### [The task]
Taking the data below line by line, count those that include the word "Sprigg" and report the number alone.

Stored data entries
★ ★ ★ ★ ★

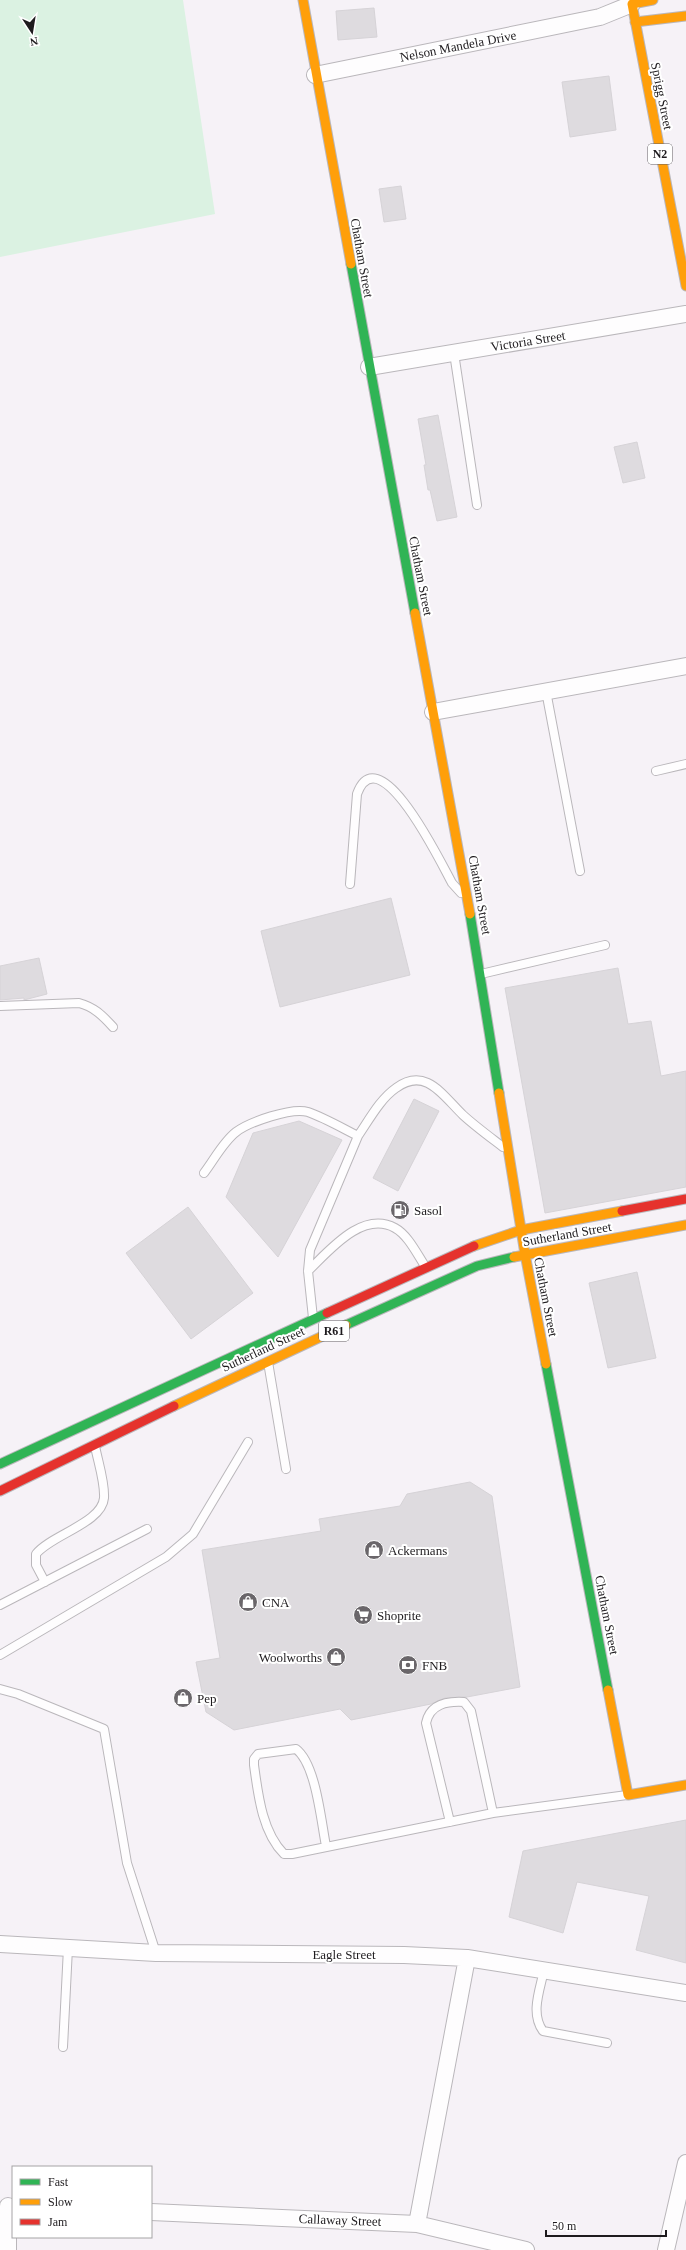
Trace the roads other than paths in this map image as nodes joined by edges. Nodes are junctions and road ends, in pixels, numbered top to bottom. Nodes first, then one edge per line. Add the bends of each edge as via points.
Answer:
1 (303, 0) edge
2 (653, 0) edge
3 (632, 2) edge
4 (686, 16) edge
5 (600, 17) junction
6 (635, 22) junction
7 (315, 75) junction
8 (686, 286) edge
9 (686, 314) edge
10 (454, 353) junction
11 (369, 367) junction
12 (477, 505) dead end
13 (686, 666) edge
14 (546, 691) junction
15 (433, 712) junction
16 (686, 764) edge
17 (656, 771) dead end
18 (580, 871) dead end
19 (350, 884) dead end
20 (468, 900) junction
21 (605, 945) dead end
22 (480, 975) junction
23 (0, 1006) edge
24 (113, 1026) dead end
25 (358, 1136) junction
26 (508, 1152) junction
27 (204, 1173) dead end
28 (686, 1199) edge
29 (686, 1226) edge
30 (521, 1230) junction
31 (525, 1254) junction
32 (425, 1266) junction
33 (308, 1271) junction
34 (313, 1318) junction
35 (318, 1338) junction
36 (264, 1341) junction
37 (267, 1360) junction
38 (248, 1442) dead end
39 (95, 1445) junction
40 (0, 1464) edge
41 (286, 1469) dead end
42 (0, 1491) edge
43 (147, 1529) dead end
44 (45, 1582) junction
45 (0, 1605) edge
46 (0, 1655) edge
47 (0, 1689) edge
48 (686, 1785) edge
49 (628, 1795) junction
50 (493, 1813) junction
51 (450, 1822) junction
52 (326, 1846) junction
53 (0, 1944) edge
54 (68, 1948) junction
55 (156, 1953) junction
56 (468, 1958) junction
57 (544, 1970) junction
58 (686, 1993) edge
59 (606, 2043) dead end
60 (62, 2047) dead end
61 (686, 2164) edge
62 (7, 2206) edge
63 (152, 2212) edge
64 (417, 2224) junction
65 (8, 2250) edge
66 (526, 2250) edge
67 (666, 2250) edge

1 - 7 main road, Chatham Street
2 - 3 main road, Nelson Mandela Drive
3 - 5 street, Nelson Mandela Drive
3 - 6 main road, Sprigg Street / N2
4 - 6 main road, Nelson Mandela Drive
5 - 6 street, Nelson Mandela Drive
5 - 7 street, Nelson Mandela Drive
6 - 8 main road, Sprigg Street / N2
7 - 11 main road, Chatham Street
9 - 10 street, Victoria Street
10 - 11 street, Victoria Street
10 - 12 lane
11 - 15 main road, Chatham Street
13 - 14 street
14 - 15 street
14 - 18 lane
15 - 20 main road, Chatham Street
16 - 17 lane
19 - 20 lane via 357,794 364,781 378,778 400,794 452,883
20 - 22 main road, Chatham Street
21 - 22 lane
22 - 26 main road, Chatham Street
23 - 24 lane via 79,1003 90,1006
25 - 26 lane via 396,1088 410,1080 427,1081
25 - 27 lane via 307,1112 271,1116 236,1132
25 - 33 lane via 310,1250
26 - 30 main road, Chatham Street
28 - 30 main road, Sutherland Street / R61
29 - 31 main road, Sutherland Street / R61
30 - 31 main road, Chatham Street
30 - 32 main road, Sutherland Street / R61 via 477,1244
31 - 35 main road, Sutherland Street / R61 via 477,1266
31 - 49 main road, Chatham Street
32 - 33 lane via 396,1228 377,1224 358,1229 339,1241
32 - 34 main road, Sutherland Street / R61
33 - 34 lane
34 - 35 lane
34 - 36 main road, Sutherland Street / R61
35 - 37 main road, Sutherland Street / R61
36 - 37 lane
36 - 40 main road, Sutherland Street / R61
37 - 39 main road, Sutherland Street / R61
37 - 41 lane
38 - 46 lane via 193,1534 181,1546
39 - 42 main road, Sutherland Street / R61
39 - 44 lane via 104,1499 92,1518 49,1542 36,1554 36,1565
43 - 44 lane
44 - 45 lane
47 - 55 lane via 104,1729 127,1863
48 - 49 main road
49 - 50 lane
50 - 51 lane
50 - 51 lane via 471,1711 464,1702 452,1702 434,1706 426,1723
51 - 52 lane
52 - 52 lane via 292,1854 284,1854 279,1848 267,1826 256,1780 254,1759 258,1754 296,1749 304,1756
53 - 54 street, Eagle Street
54 - 55 street, Eagle Street
54 - 60 lane
55 - 56 street, Eagle Street
56 - 57 street, Eagle Street
56 - 64 street
57 - 58 street, Eagle Street
57 - 59 lane via 536,2012 537,2023 543,2031
61 - 67 street
62 - 65 street
63 - 64 street, Callaway Street
64 - 66 street, Callaway Street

★ ★ ★ ★ ★

### [Exercise output]
2